Top of MATERIAL FOR THIS TASK

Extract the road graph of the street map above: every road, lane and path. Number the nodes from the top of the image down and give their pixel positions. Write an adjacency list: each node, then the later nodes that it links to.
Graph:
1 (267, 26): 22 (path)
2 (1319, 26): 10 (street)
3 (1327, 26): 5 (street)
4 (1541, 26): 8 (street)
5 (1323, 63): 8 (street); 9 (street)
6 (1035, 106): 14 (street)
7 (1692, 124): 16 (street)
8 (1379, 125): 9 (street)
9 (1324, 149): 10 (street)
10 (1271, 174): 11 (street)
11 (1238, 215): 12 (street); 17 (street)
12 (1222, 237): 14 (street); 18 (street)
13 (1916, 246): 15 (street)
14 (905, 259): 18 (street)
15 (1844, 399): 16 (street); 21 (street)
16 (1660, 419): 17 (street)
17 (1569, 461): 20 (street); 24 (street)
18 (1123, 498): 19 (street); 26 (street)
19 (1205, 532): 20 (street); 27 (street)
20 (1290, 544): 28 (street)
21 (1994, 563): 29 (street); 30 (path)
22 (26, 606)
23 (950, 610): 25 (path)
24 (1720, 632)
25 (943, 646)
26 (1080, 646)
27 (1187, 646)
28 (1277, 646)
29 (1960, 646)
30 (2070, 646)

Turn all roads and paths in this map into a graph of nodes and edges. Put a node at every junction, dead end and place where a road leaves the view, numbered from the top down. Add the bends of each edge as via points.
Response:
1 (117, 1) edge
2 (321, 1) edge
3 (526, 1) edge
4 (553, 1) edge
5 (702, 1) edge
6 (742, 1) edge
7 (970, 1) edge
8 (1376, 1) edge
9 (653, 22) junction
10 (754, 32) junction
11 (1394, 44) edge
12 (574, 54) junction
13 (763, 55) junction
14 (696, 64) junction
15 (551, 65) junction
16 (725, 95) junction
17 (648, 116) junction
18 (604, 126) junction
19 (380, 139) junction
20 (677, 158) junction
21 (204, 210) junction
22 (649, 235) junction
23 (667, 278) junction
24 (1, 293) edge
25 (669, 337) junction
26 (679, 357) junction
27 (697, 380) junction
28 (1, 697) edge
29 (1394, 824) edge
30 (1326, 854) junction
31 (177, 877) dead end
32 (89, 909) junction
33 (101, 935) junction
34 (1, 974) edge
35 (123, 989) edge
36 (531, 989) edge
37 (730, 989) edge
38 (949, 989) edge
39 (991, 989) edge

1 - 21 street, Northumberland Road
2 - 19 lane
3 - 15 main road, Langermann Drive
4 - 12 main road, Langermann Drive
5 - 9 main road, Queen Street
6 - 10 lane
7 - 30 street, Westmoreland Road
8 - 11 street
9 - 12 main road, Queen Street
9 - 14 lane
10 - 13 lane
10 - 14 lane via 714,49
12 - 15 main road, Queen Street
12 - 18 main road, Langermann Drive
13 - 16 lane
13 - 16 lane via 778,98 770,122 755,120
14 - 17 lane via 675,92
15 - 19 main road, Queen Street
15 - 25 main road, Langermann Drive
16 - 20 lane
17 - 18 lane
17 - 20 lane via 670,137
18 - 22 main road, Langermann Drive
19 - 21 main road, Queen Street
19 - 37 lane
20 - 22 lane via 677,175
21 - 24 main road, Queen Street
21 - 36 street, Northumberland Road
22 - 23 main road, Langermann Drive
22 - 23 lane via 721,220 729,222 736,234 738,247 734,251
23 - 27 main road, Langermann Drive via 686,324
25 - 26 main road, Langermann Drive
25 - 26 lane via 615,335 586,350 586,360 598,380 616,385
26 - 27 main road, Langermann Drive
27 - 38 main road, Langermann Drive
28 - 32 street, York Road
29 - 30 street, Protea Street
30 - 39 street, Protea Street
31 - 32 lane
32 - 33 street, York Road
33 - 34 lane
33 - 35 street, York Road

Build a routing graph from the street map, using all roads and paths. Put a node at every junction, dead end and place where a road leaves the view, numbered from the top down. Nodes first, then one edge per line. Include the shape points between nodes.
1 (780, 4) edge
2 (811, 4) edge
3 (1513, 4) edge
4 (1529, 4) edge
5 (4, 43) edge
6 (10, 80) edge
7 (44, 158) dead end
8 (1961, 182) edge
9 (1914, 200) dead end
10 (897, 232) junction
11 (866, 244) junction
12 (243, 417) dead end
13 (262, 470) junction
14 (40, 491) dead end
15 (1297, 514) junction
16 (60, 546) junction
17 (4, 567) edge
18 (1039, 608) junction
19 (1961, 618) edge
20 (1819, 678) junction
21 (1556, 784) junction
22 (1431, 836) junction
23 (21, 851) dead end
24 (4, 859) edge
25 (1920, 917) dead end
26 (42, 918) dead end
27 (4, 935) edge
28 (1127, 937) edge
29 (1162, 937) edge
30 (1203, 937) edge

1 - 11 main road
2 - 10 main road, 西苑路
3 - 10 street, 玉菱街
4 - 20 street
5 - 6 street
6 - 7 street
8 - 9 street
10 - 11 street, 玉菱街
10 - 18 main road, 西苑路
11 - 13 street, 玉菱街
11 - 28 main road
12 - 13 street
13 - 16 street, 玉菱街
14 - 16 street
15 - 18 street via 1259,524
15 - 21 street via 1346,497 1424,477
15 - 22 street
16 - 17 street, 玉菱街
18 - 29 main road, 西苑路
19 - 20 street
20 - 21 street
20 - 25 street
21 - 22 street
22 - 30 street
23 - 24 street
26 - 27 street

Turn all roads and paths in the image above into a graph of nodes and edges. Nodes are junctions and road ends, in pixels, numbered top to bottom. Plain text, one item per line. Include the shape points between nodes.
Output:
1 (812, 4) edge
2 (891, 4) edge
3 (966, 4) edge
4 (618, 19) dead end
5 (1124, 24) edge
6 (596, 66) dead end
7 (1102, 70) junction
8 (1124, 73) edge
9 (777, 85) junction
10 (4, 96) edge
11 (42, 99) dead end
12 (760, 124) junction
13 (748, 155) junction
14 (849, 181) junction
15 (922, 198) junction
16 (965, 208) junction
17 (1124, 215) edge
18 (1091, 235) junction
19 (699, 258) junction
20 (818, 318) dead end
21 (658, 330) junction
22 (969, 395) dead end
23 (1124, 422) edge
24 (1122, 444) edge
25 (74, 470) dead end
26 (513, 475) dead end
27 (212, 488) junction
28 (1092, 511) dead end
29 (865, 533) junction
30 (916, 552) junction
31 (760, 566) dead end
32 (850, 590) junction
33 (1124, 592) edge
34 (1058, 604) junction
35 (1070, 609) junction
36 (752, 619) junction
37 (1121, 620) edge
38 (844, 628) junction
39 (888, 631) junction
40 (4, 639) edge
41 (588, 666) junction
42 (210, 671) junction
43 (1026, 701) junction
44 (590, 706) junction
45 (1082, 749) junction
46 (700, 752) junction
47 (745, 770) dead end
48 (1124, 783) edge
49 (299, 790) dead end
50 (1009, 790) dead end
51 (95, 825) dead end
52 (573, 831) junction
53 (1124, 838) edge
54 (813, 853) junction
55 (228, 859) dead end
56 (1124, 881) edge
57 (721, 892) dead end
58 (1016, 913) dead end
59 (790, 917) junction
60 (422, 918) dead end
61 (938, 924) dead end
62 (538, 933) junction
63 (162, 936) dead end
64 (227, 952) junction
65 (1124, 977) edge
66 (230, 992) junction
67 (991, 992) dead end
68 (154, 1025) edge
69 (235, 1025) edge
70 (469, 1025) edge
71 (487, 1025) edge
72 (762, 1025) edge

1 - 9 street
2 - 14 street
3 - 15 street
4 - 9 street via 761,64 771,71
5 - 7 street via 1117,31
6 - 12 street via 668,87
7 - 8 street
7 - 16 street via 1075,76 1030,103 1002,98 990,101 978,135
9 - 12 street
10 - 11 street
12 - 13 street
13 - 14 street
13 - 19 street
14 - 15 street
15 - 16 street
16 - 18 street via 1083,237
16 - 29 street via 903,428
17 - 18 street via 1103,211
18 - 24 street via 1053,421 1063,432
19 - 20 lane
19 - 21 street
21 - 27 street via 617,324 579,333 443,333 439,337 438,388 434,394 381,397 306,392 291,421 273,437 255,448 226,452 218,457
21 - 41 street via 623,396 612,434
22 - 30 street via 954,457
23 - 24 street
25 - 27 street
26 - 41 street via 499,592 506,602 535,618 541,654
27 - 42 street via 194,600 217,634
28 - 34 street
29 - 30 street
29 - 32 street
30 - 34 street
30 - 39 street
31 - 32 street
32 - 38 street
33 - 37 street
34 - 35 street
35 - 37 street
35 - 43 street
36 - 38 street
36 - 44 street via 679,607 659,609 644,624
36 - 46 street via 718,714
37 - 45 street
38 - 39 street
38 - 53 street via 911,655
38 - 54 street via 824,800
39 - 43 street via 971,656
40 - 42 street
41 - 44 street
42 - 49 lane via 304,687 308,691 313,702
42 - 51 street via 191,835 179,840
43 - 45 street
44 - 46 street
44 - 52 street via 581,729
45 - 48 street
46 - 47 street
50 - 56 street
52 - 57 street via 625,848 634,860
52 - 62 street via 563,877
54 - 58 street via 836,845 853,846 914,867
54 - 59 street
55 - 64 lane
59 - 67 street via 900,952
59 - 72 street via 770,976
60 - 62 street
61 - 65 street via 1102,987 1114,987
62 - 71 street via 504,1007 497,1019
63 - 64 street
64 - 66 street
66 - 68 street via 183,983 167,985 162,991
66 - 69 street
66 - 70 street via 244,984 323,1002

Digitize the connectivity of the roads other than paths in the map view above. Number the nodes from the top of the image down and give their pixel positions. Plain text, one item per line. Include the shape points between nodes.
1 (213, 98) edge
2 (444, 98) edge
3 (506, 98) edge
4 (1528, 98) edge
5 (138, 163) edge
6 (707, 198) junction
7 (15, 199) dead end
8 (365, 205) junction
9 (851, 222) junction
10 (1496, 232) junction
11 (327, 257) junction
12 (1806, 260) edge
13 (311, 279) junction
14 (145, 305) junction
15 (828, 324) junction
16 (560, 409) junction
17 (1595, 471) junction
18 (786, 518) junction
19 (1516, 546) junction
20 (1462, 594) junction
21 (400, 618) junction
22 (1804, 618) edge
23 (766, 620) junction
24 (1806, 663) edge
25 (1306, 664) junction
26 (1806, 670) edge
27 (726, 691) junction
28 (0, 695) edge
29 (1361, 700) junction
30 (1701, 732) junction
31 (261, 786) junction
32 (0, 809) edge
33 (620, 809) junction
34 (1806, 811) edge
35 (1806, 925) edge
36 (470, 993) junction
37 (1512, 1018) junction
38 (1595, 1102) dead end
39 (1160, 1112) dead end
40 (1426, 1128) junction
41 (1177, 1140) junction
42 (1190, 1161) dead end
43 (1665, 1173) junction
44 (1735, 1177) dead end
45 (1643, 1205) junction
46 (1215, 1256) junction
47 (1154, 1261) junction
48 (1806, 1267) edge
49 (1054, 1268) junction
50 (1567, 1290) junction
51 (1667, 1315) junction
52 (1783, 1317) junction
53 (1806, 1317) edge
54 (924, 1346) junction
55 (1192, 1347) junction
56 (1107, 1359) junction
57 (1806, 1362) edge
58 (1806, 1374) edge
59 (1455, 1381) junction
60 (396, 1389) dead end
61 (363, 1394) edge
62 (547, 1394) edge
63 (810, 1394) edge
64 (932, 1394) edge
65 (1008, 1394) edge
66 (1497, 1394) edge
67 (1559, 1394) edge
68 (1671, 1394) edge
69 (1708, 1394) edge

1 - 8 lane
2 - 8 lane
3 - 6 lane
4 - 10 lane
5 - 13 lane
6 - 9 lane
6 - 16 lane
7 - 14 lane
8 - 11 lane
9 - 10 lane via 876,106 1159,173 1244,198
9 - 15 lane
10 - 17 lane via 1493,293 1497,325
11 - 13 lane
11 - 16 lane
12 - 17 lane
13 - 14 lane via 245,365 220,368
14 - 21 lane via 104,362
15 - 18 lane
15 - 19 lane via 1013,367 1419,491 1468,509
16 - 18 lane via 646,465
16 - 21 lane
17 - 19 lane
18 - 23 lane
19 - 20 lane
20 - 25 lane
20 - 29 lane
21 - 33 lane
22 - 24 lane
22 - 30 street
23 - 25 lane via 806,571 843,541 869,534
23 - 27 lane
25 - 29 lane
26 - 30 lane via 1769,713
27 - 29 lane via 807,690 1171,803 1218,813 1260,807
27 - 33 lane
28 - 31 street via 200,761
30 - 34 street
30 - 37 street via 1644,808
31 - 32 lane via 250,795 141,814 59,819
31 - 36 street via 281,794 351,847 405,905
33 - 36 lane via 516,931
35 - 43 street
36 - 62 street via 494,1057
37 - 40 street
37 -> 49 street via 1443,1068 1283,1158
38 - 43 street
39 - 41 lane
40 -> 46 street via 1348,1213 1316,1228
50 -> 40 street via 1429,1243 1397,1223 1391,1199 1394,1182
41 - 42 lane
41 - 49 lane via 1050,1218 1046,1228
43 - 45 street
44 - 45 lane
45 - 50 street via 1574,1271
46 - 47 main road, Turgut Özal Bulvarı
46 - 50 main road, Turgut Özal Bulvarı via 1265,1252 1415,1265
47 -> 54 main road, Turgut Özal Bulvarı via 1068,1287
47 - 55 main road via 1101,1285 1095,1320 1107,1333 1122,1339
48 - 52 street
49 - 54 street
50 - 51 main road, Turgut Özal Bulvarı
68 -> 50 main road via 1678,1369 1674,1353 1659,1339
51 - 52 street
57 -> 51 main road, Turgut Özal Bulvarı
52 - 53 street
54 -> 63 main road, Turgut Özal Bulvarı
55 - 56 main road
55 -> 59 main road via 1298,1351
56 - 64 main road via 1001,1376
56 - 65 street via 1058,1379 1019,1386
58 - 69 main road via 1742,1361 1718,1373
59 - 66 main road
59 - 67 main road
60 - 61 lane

Bottom of MATERIAL FOR THIS TASK

The answer must be a single number: how many lines above contain the word "paths".

**RESPONSE BELOW:** 4